Grilling out is a quintessential summer activity for many people, but cookouts can be a dietary disaster for those trying to practice healthy eating and portion control. Here are some tips to celebrate summer in a healthy way.
- Choose to grill lean meats. Reducing the fat content of your food can help to lower your overall caloric intake without a significant difference in flavor. Cut off any excess fat and choose the leanest option.
- Use whole wheat buns. White bread can spike your blood sugar with its refined carbohydrates, and that blood sugar spike can cause your body to kick into fat storing mode. Opting for sourdough, rye, or whole wheat buns can help to keep your blood sugar stable. You can also skip the bun entirely!

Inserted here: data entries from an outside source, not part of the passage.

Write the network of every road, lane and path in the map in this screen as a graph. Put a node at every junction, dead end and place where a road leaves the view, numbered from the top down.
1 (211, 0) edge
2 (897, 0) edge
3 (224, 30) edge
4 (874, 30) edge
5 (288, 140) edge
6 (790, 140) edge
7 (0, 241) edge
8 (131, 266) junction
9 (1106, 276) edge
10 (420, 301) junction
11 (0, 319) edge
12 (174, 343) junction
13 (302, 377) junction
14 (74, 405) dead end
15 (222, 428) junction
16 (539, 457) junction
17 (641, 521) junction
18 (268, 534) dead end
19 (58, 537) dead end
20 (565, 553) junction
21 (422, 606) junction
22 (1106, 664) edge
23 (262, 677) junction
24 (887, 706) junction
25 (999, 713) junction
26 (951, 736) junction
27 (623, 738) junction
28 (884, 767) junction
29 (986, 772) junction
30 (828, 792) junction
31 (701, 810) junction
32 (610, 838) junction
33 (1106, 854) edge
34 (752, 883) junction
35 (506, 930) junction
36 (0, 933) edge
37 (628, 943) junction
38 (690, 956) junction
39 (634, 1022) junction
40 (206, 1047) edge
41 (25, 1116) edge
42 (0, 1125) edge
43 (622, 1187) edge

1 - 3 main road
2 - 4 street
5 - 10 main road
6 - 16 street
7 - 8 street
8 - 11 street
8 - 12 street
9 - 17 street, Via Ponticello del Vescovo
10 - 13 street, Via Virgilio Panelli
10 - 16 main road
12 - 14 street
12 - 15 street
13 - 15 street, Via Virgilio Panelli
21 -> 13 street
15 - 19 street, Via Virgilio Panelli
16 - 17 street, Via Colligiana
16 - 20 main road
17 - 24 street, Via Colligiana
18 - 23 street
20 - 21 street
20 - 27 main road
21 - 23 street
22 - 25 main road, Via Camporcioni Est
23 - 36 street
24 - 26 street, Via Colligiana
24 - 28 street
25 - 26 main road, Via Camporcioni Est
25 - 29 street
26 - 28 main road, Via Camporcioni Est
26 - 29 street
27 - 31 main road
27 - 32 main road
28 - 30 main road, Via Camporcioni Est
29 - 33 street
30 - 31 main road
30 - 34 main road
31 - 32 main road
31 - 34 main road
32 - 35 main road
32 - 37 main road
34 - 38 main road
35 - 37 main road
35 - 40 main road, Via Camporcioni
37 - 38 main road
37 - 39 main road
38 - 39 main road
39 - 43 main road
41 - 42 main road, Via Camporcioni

- Grill vegetables. Loading up your plate with delicious grilled vegetables can help to fill you up and keep you from overindulging on more calorie-dense options.
- Practice portion control. 3 oz. of meat is the size of a deck of cards. One serving of cheese is the size of two 9-volt batteries. A half-cup serving is about the size of a light bulb. Try a 1/4 pound burger instead of 1/3 pound or 1/2 pound patties, or split some food with a friend.
- Don’t skip a meal to “save” calories for later. This can cause you to crave high-sugar and high-fat foods, and you may overeat out of hunger.
- Choose healthy desserts. There are tons of recipes for sweet but light dessert options. Try a strawberry-blueberry shortcake made with angel food cake and light whipped cream, homemade fruit popsicles, fruit skewers, or an “un-cake” made with strawberries, blueberries, and bananas arranged into an appealing shape.
Backyard barbecues are a summer time tradition, but they don’t have to derail your healthy eating goals. Follow these tips and you’ll still have all the fun and the flavors of summer.